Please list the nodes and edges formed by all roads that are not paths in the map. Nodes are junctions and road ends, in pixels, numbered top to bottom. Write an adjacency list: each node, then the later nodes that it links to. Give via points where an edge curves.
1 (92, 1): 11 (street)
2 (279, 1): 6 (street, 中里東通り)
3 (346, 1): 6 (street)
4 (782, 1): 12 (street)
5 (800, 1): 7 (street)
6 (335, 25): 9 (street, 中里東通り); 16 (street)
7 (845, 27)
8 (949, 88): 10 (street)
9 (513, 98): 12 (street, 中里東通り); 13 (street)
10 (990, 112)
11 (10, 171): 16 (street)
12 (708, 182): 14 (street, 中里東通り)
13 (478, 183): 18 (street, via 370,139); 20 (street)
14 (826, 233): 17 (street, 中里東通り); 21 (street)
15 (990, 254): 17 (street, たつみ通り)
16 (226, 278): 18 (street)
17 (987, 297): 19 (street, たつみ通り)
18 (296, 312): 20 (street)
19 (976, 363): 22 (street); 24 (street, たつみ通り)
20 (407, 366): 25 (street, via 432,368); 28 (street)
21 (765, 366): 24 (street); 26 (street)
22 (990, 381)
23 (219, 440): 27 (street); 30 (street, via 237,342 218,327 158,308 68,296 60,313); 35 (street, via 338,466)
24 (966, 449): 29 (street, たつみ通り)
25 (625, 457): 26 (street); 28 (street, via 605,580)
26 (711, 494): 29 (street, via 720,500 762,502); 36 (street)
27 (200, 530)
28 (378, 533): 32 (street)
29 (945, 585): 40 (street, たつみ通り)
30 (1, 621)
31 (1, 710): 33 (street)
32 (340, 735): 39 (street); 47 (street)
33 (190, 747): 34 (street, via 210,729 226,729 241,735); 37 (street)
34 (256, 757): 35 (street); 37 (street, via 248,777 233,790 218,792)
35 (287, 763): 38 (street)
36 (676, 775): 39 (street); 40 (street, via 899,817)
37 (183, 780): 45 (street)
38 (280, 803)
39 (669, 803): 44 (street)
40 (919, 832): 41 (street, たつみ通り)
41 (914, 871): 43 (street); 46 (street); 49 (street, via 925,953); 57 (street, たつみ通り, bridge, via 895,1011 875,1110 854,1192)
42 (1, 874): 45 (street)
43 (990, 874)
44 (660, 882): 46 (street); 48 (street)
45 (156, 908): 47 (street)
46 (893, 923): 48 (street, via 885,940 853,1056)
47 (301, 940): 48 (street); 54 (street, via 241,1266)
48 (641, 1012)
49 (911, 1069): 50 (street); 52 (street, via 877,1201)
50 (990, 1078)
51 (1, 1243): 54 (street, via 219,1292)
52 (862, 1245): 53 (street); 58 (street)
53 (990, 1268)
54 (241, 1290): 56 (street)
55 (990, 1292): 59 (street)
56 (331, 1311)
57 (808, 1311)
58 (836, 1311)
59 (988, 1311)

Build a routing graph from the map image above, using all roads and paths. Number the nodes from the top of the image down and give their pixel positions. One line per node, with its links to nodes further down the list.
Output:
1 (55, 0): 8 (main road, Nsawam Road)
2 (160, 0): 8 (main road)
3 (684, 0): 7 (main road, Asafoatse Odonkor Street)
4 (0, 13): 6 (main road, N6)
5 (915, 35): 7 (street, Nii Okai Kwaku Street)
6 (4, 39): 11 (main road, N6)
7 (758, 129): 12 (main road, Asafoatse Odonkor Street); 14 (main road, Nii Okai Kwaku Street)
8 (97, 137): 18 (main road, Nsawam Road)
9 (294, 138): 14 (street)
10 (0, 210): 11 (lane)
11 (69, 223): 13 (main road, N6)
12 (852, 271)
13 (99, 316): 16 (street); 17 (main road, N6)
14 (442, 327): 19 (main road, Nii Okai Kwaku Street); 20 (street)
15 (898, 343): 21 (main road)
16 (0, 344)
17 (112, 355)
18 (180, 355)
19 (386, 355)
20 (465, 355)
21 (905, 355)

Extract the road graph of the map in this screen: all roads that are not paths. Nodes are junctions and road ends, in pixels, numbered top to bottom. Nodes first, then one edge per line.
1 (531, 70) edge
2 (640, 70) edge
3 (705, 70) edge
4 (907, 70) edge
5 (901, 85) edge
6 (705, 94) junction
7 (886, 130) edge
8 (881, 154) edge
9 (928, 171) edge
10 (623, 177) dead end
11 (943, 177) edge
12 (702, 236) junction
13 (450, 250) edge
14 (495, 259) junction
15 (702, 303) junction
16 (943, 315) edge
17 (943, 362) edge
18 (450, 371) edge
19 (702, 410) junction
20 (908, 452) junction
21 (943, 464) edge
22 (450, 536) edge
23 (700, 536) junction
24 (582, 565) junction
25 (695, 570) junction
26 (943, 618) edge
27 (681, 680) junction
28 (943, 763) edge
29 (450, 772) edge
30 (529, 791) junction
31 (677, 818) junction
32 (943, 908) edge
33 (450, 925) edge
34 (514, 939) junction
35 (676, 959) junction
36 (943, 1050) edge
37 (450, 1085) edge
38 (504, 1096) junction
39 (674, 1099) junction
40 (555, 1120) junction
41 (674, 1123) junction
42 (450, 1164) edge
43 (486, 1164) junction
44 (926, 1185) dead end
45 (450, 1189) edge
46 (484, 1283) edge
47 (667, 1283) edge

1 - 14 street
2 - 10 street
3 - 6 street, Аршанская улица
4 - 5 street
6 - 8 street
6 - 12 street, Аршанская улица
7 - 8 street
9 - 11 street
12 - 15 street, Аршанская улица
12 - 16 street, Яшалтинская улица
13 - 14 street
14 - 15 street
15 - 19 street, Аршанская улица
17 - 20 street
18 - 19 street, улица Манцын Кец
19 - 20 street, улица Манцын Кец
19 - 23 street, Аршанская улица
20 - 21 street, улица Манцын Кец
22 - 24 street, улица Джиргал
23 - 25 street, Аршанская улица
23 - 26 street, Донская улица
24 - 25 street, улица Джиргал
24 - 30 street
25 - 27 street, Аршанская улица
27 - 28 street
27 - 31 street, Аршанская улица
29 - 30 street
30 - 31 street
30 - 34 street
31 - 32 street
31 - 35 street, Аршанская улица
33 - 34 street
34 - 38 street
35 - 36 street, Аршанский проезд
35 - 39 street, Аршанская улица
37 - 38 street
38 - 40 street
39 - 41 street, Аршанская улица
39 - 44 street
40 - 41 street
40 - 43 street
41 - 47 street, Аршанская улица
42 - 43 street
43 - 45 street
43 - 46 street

» **REQUIRED ACTION**: Out of the data above, return each line where the word "Kwaku" can be found.

» **TASK ANSWER**:
5 (915, 35): 7 (street, Nii Okai Kwaku Street)
7 (758, 129): 12 (main road, Asafoatse Odonkor Street); 14 (main road, Nii Okai Kwaku Street)
14 (442, 327): 19 (main road, Nii Okai Kwaku Street); 20 (street)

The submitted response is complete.